|I take comfort in the beauty of nature.|
Thoughts of what happened in Paris take me to memories of this country’s 9/11, and the thought that too many countries have too many dates marked by senseless violence and death.
My mind also delivers up a lighter memory, courtesy of the great Steve Martin. I recall one of my favorite bits from his standup days, and the Internet allows me to watch it again. (Laughter is good medicine.)
Recalling a trip he took to Paris, he offers these words of caution:
“Let me give you a warning, if you’re going over there. Here’s an example: ‘Chapeau’ means ‘hat,’ ‘ouef’ means ‘egg.’ It’s like, those French have a different word for everything!”
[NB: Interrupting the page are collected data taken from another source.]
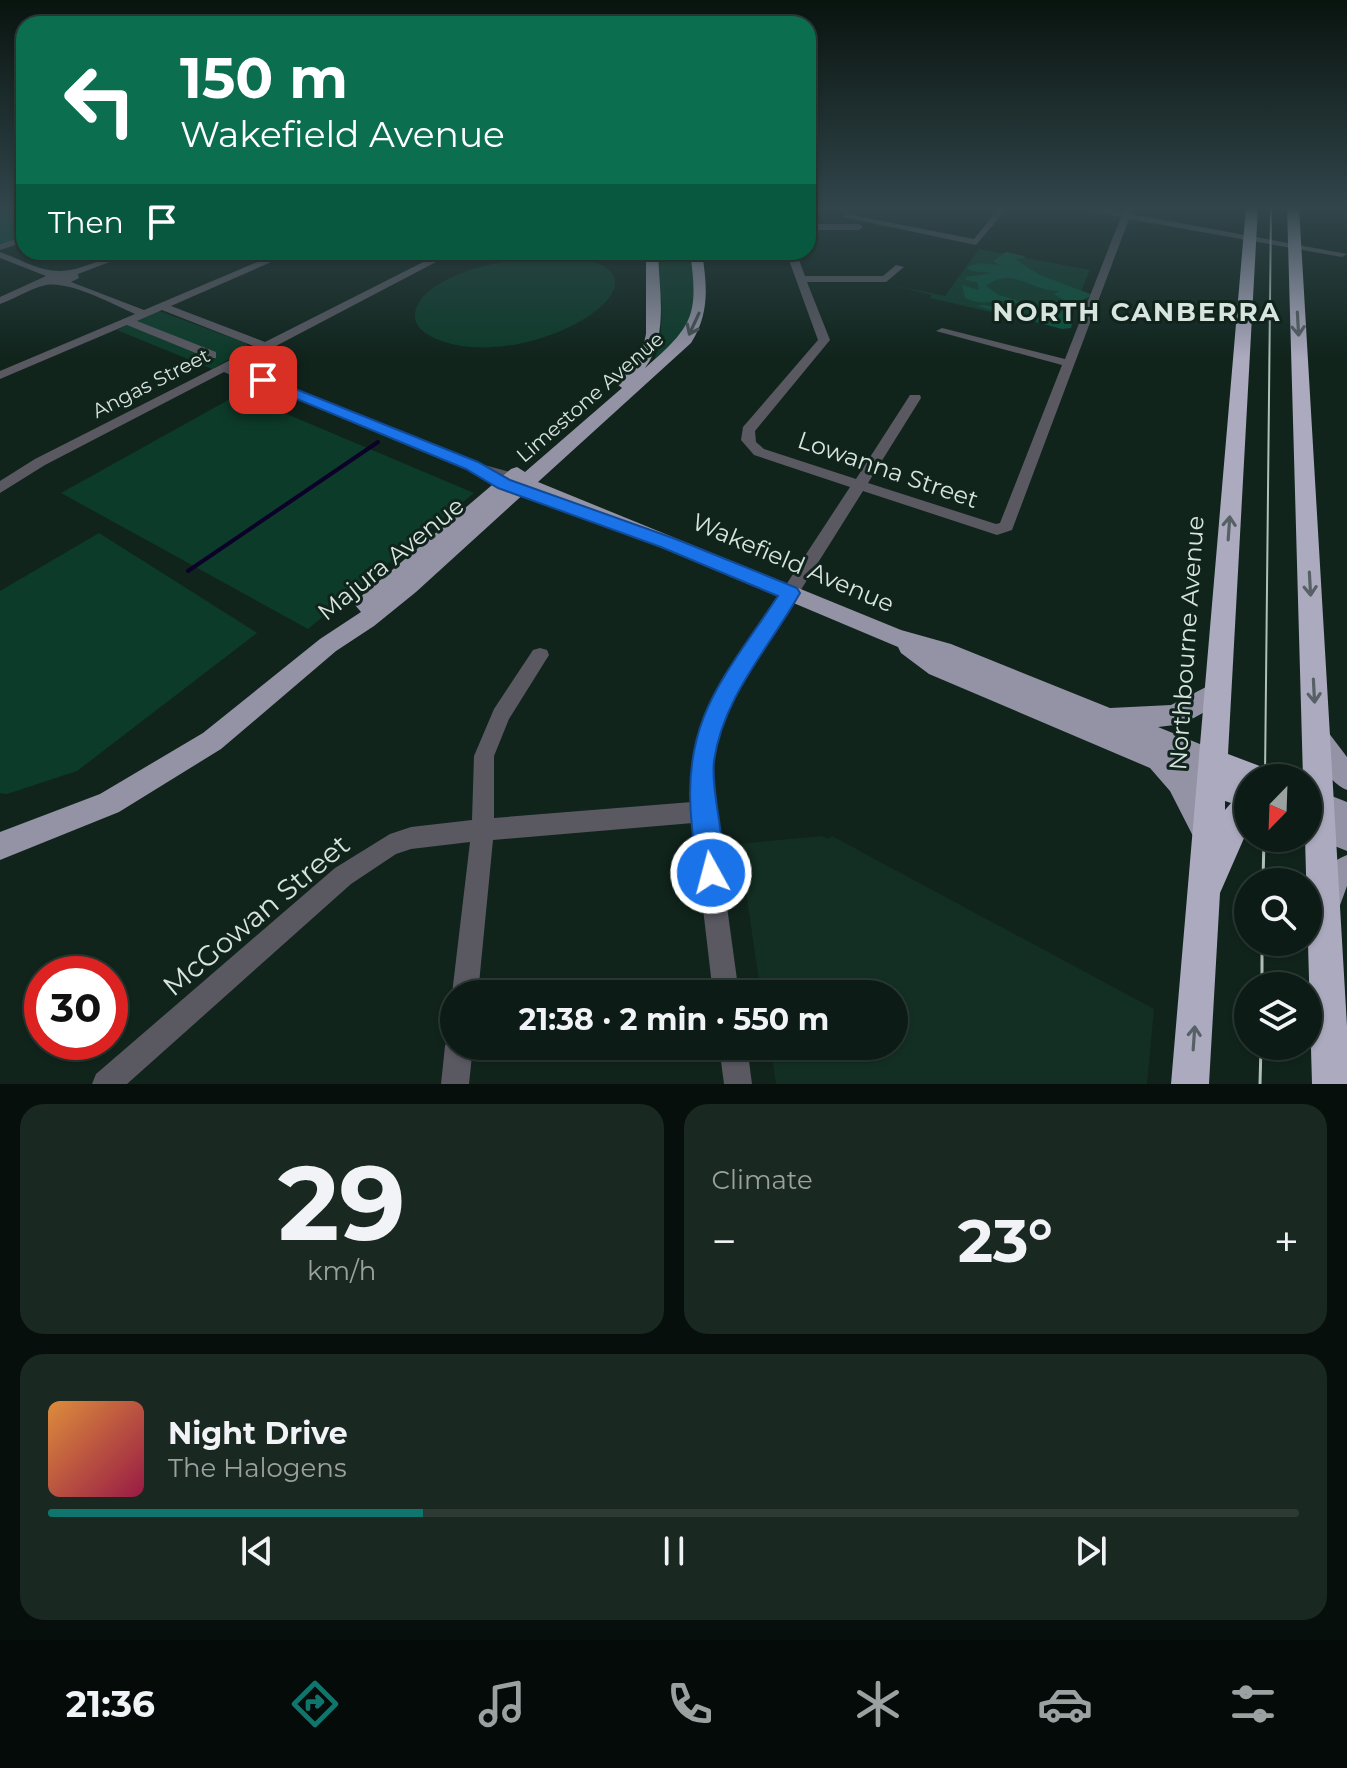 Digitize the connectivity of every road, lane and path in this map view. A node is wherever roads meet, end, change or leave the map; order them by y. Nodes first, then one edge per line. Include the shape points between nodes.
1 (5, 258) edge
2 (1109, 258) edge
3 (1250, 258) edge
4 (1286, 258) edge
5 (113, 260) edge
6 (270, 260) edge
7 (434, 260) edge
8 (652, 260) edge
9 (697, 260) edge
10 (794, 260) edge
11 (899, 267) dead end
12 (75, 277) junction
13 (51, 279) junction
14 (802, 279) junction
15 (0, 301) edge
16 (162, 306) junction
17 (143, 313) junction
18 (127, 321) junction
19 (942, 331) dead end
20 (265, 346) junction
21 (212, 355) dead end
22 (1068, 363) junction
23 (228, 366) junction
24 (0, 375) edge
25 (915, 398) dead end
26 (555, 457) junction
27 (514, 484) junction
28 (859, 485) junction
29 (0, 488) edge
30 (564, 499) junction
31 (667, 543) junction
32 (790, 593) junction
33 (896, 638) junction
34 (540, 655) dead end
35 (1217, 693) junction
36 (1106, 718) junction
37 (1316, 736) junction
38 (1145, 753) junction
39 (1212, 771) junction
40 (1234, 775) edge
41 (1347, 778) edge
42 (1234, 786) edge
43 (703, 812) junction
44 (1325, 817) edge
45 (1234, 822) edge
46 (483, 830) junction
47 (1208, 838) junction
48 (0, 846) edge
49 (1347, 870) edge
50 (1203, 900) junction
51 (1324, 914) junction
52 (467, 980) edge
53 (724, 980) edge
54 (458, 1060) edge
55 (735, 1060) edge
56 (106, 1084) edge
57 (455, 1084) edge
58 (738, 1084) edge
59 (1190, 1084) edge
60 (1331, 1084) edge

1 - 13 street
2 - 22 street, Lowanna Street
35 -> 3 highway, Northbourne Avenue
4 -> 37 highway
5 - 12 street
6 - 16 street
7 - 20 street, Angas Street
8 - 27 main road, Limestone Avenue via 649,353 623,387
9 -> 26 main road, Limestone Avenue via 701,308 697,325
10 - 14 street, Lowanna Street
11 - 14 street via 886,279
12 - 13 street
12 - 17 street
13 - 15 street
14 - 28 street, Lowanna Street via 824,340 746,438 759,452
16 - 17 street
16 - 20 street
17 - 18 street
18 - 21 street
18 - 24 street
19 - 22 street
20 - 23 street, Angas Street
22 - 28 street, Lowanna Street via 1001,529
23 - 27 street, Wakefield Avenue
23 - 29 street, Angas Street via 40,462
25 - 28 street
26 - 27 main road, Limestone Avenue
26 - 30 main road via 547,479
27 - 30 main road, Wakefield Avenue
27 - 31 main road, Wakefield Avenue
27 - 48 main road, Majura Avenue via 212,741 109,803
28 - 32 street
30 - 31 main road, Wakefield Avenue
31 - 32 main road, Wakefield Avenue
32 - 33 main road, Wakefield Avenue
32 - 43 street via 711,723 702,764
33 - 36 main road, Wakefield Avenue via 943,651
33 - 38 main road, Wakefield Avenue via 937,667
34 - 46 street via 488,743
35 - 36 main road via 1174,716
35 - 39 highway, Northbourne Avenue
36 - 39 main road, Wakefield Avenue
37 - 41 main road
37 - 44 highway
38 - 39 main road, Wakefield Avenue
38 - 47 main road via 1179,782
39 - 40 highway
39 - 42 highway, Wakefield Avenue
39 - 47 highway, Northbourne Avenue
43 - 46 street, McGowan Street
43 - 53 street
44 - 51 highway
45 - 50 highway
46 - 52 street
46 - 56 street, McGowan Street via 411,838 366,858
47 - 50 highway, Northbourne Avenue
49 - 51 main road via 1333,879
59 -> 50 highway, Northbourne Avenue
51 - 60 highway
54 - 57 street
55 - 58 street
What is the French word for what happened in Paris the evening of Nov. 13? Horreur? Tragedie? Indescriptible?
There are times when no words seem sufficient to describe the depth of sorrow one human, or one misguided group of humans, can inflict on another.
So, Paris, a city which already had known its share of sorrow, joins a too-long list of the wounded, ranging from Oklahoma City to Mumbai. In the City of Light, a heart of darkness has left its mark.
My mind free associates again, and I think of marks, and scars. In the beautiful book “Little Bee” by Chris Cleave, a character offers these inspiring words:
“I ask you right here please to agree with me that a scar is never ugly. That is what the scar makers want us to think. But you and I, we must make an agreement to defy them. We must see all scars as beauty. Okay? This will be our secret. Because take it from me, a scar does not form on the dying. A scar means, I survived.”
Paris has survived, just as New York survived, and Newtown, Conn., and Madrid, and Nairobi, and on and on.
I live in hope. The scar makers will not have the last word, in French or any other language.